Gabel believed that many issues faced by biologists, doctors, and chemists could only be overcome through joint efforts. Therefore, during his directorship at the Institute of Chemistry, a large seminar was held, which included not only purely chemical reports but also presentations that combined chemistry with biochemistry, pharmacology, and medicine. The seminar addressed topics such as the mechanism of action of physiologically active compounds, the fate of drugs in the body, and the relationship between the structure of a drug and its physico-chemical properties and physiological activity. The seminar was very popular and was attended by scientists from many higher education institutions and research institutes in Kharkiv.

In teaching chemistry, he placed great emphasis on lecture assistance. Based on his work as an assistant to Konstantin Krasovsky, he prepared the "Guide to Lecture Demonstrations in Organic Chemistry" (1929). Later, he compiled his "Pedagogical Testament", which consists of brief notes for teachers. Researcher Oksana Nakonechnaya noted that these remarks remained relevant even in the early 21st century.

== Personality ==
Former student of Yuri Gabel, scientist Vitaliy Ronin, characterized his teacher in his memoirs: "a gifted person, an excellent specialist in his field, he was a remarkable lecturer." He considered Yuri Orestovich to be among the teachers who had the greatest influence on him. The death of his teacher greatly shook Ronin, who frequently visited his grave.

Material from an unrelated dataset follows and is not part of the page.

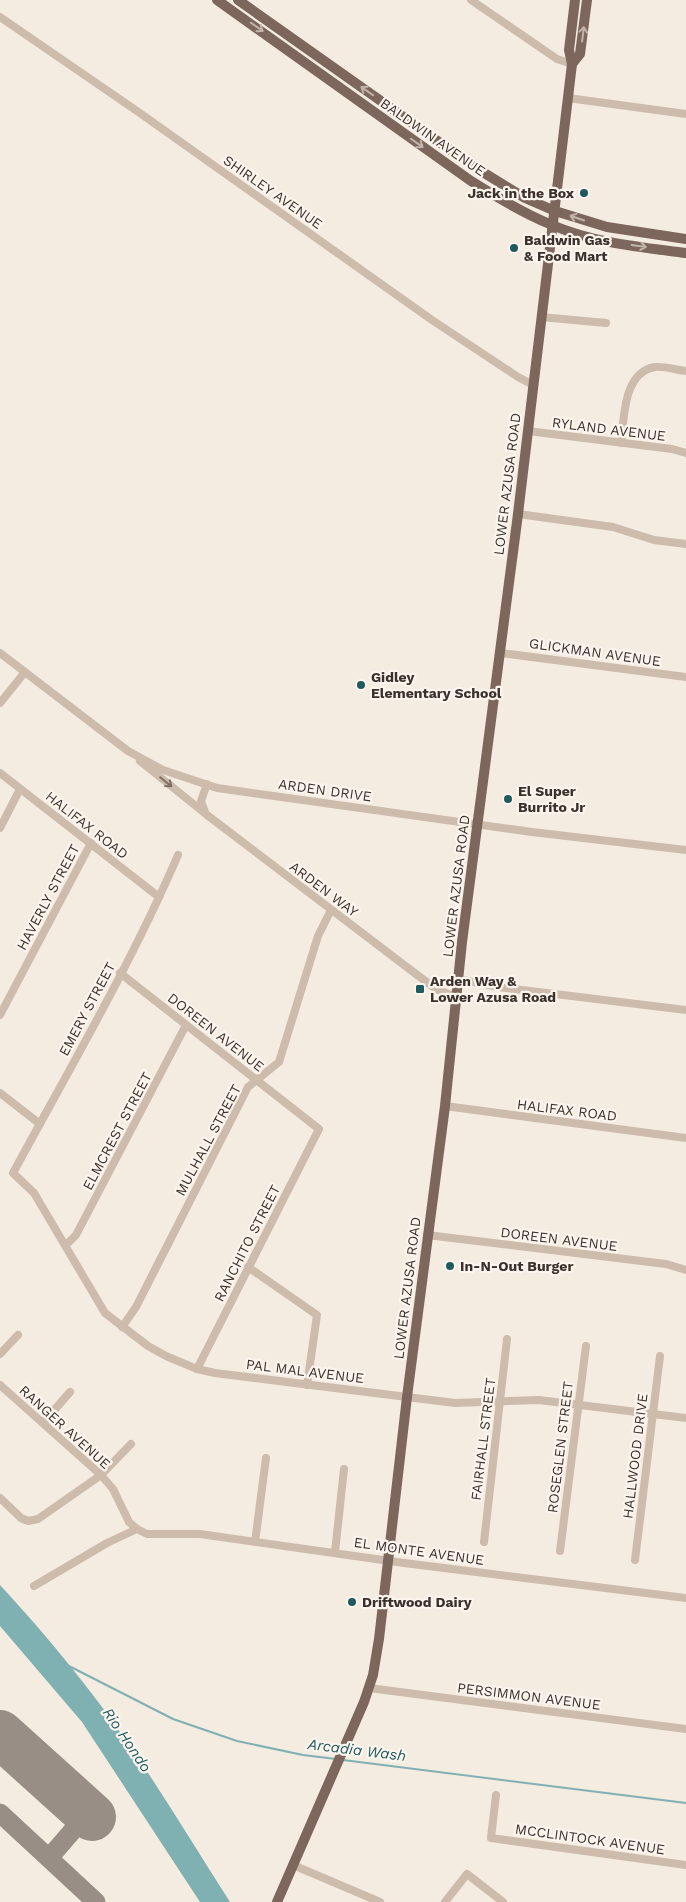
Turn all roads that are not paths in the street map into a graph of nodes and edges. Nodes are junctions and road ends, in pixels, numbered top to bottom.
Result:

Colleague Boris Krasovitsky wrote about him in his memoirs: "Yuri Orestovich—always cheerful and joyful, with a sense of humor, somewhat frivolous, and very popular with women—took everything he could from life. He worked successfully in science, seemingly without much effort, and his pedagogical talent contributed to his popularity as a lecturer. Yuri Orestovich was always a welcome guest at all gatherings".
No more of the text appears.